MacEdward Leach and the Songs of Atlantic Canada

MacEdward Leach - Folklore Training

MacEdward Leach (MUNFLA Photograph # P10763)

Leach obtained an Master of Arts in 1917, from Johns Hopkins University in Baltimore, Maryland. His thesis predictably involved the study of literature and folklore, and dealt with the legend of the Holy Grail. For several years after graduation, he taught courses at Johns Hopkins in Early English and Medieval Literature.

A great supporter of the theory that much early literature was closely related to, or even originated in, popular folklore, MacEdward Leach believed that certain traditional, orally transmitted tales or epics should receive the same degree of scholarly attention and respect accorded to literature. While he maintains a distinction between "folk" and "sophisticated," this respect for the well-told tale can be heard in his comments regarding the Ulster Cycle tale, "Deirdre of the Sorrows":

"The great art of the Deirdre story…is a magnificent combination of folk art -- the simple concrete picture -- with the beautiful structuring and psychological motivation of sophisticated art" (Leach, "Malcolm Arnold and Celtic Magic").

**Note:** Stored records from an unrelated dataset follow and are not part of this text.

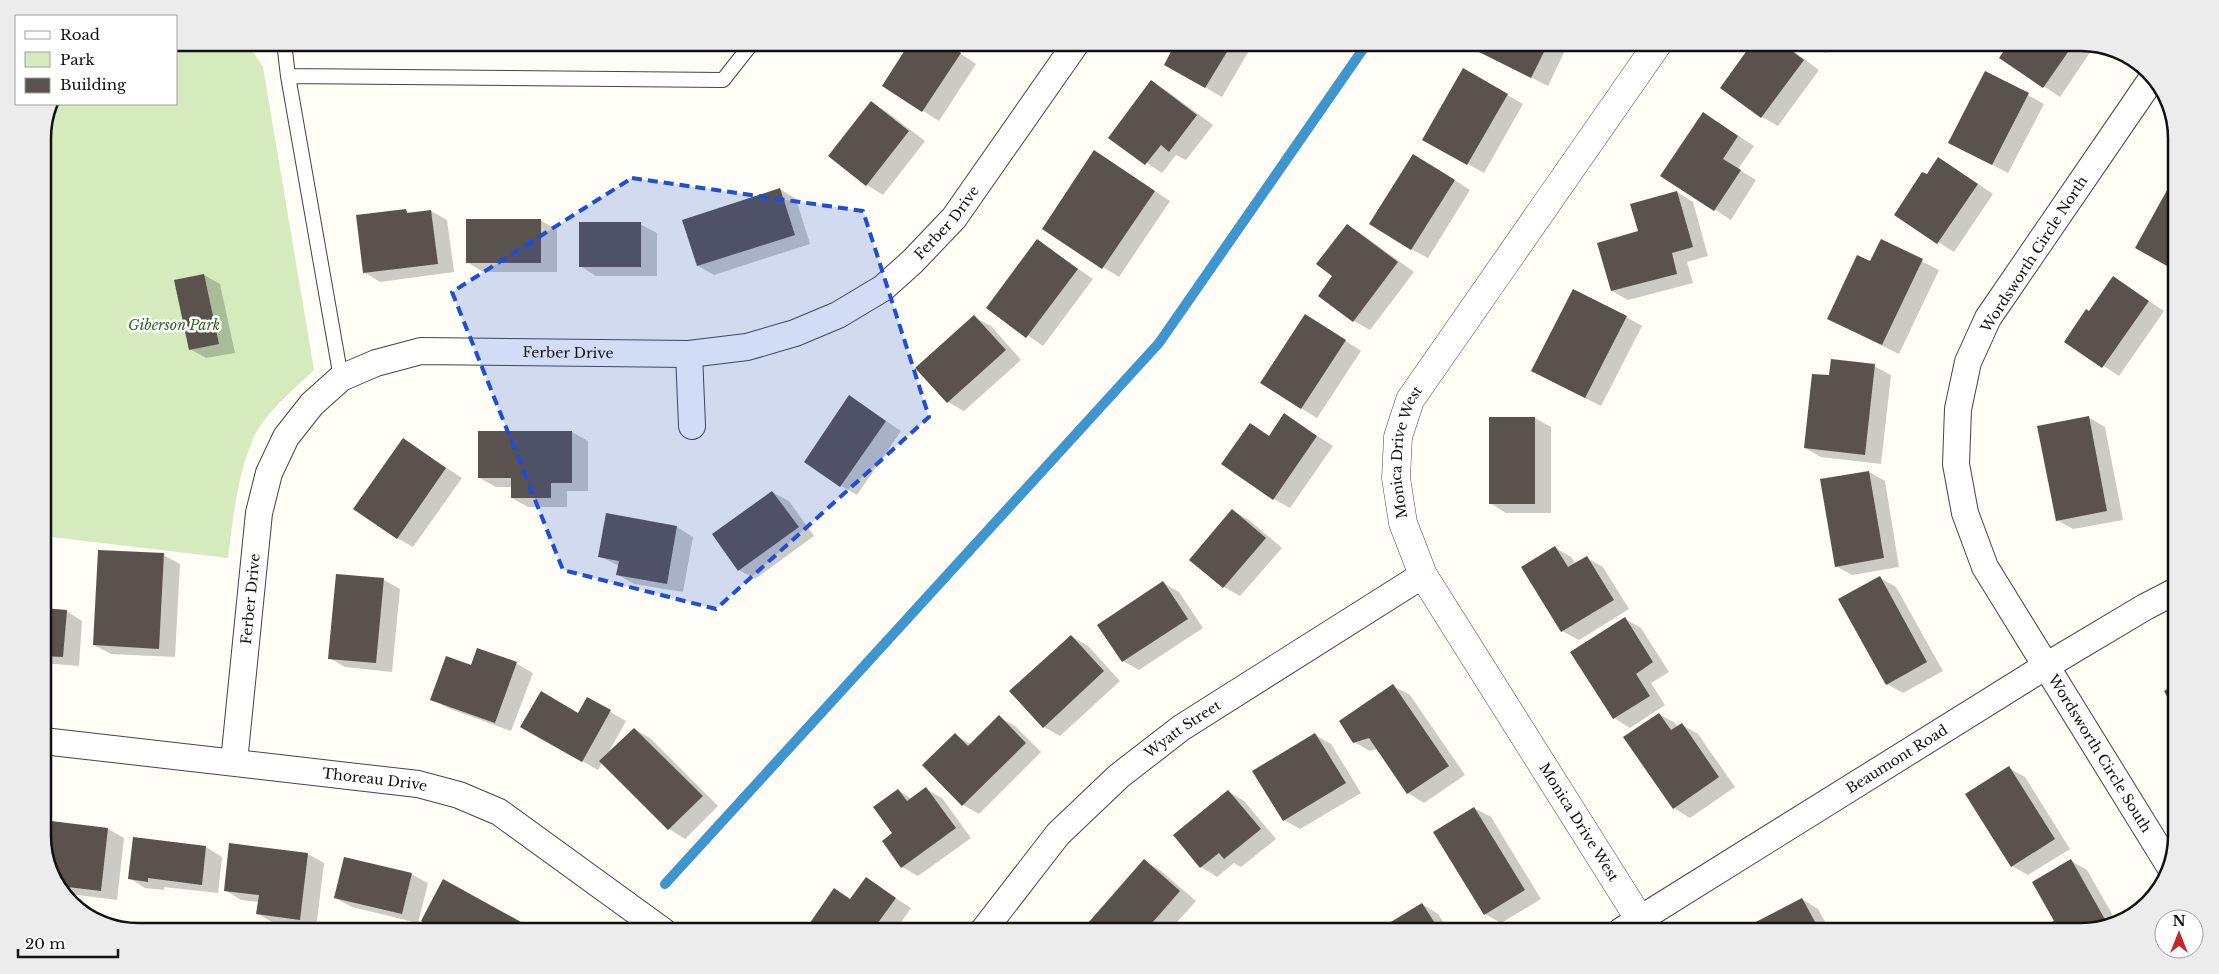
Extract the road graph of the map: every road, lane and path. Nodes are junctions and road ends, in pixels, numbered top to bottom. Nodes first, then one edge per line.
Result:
1 (285, 51) edge
2 (746, 51) edge
3 (1072, 51) edge
4 (1653, 51) edge
5 (288, 76) junction
6 (2149, 84) edge
7 (689, 354) junction
8 (341, 378) junction
9 (692, 426) dead end
10 (1424, 575) junction
11 (2168, 595) edge
12 (2046, 666) junction
13 (51, 742) edge
14 (234, 762) junction
15 (2164, 858) edge
16 (651, 923) edge
17 (990, 923) edge
18 (1633, 923) edge
19 (1644, 923) edge

1 - 5 lane
2 - 5 lane
3 - 7 street, Ferber Drive
4 - 10 street, Monica Drive West
5 - 8 lane
6 - 12 street, Wordsworth Circle North
7 - 8 street, Ferber Drive
7 - 9 street
8 - 14 street, Ferber Drive
10 - 17 street, Wyatt Street
10 - 18 street, Monica Drive West
11 - 12 street, Beaumont Road
12 - 15 street, Wordsworth Circle South
12 - 19 street, Beaumont Road
13 - 14 street, Thoreau Drive
14 - 16 street, Thoreau Drive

In the 1920s and 30s, the University of Pennsylvania began offering courses in folklore, taught through the Department of English. Leach's background in the study of medieval texts, combined with his bourgeoning interests in folklore, made him a perfect candidate for doctoral study within this department. While a student at the university, he had the opportunity to study under the Americanist, Cornelius Weygandt and anthropologist, Frank Speck, who was himself interested in the collection and preservation of traditional lore. He completed his doctorate, which dealt with the use of Celtic tradition in literature, at the University of Pennsylvania in 1930.

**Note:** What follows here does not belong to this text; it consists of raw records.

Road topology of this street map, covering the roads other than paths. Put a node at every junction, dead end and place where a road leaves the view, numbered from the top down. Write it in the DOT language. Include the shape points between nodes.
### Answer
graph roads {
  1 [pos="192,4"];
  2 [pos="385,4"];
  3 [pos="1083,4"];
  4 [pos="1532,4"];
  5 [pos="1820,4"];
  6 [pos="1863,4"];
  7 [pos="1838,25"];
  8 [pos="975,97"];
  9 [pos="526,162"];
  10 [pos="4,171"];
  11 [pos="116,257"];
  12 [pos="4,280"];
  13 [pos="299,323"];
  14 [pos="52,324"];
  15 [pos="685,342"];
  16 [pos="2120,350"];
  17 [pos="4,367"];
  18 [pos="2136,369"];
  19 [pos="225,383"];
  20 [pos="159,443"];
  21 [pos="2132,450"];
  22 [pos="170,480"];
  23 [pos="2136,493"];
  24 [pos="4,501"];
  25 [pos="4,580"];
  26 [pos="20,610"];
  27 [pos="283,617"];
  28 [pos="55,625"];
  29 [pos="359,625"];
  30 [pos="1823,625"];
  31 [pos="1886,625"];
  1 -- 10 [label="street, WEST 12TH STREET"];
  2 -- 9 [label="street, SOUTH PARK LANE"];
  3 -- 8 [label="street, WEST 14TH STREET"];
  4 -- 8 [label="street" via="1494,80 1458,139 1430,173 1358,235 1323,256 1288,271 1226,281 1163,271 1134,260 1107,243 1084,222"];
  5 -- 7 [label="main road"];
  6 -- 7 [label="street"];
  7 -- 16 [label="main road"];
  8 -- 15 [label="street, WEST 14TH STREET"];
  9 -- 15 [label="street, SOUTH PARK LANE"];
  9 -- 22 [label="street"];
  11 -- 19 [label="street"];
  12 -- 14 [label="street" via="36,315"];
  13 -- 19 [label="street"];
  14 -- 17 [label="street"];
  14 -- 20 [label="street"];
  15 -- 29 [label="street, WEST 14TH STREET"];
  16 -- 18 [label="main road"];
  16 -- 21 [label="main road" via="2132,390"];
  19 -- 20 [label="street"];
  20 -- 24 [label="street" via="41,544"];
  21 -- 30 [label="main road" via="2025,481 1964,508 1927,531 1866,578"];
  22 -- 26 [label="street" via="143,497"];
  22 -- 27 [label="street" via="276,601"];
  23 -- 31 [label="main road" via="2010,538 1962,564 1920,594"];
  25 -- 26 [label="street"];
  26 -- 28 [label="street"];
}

Following the completion of his doctorate, MacEdward Leach taught courses in folklore within the Department of English at Pennsylvania and was widely regarded as a charismatic lecturer with a flare for storytelling. He is regarded as being instrumental in bringing the American Folklore Society back from the brink of financial collapse and nurturing its growth into an active hub of intellectual activity. He remained Secretary Treasurer of the Society from 1943 to 1960 and President from 1960 to 1962. Also to Leach's lasting credit is the establishment of a Folklore Department at the University of Pennsylvania in 1962. This department was so well respected amongst scholars that it rivaled the prestige of the established University of Indiana Folklore Department. MacEdward Leach remained at the University until his retirement in 1966, after which he returned to live in the Illinois countryside.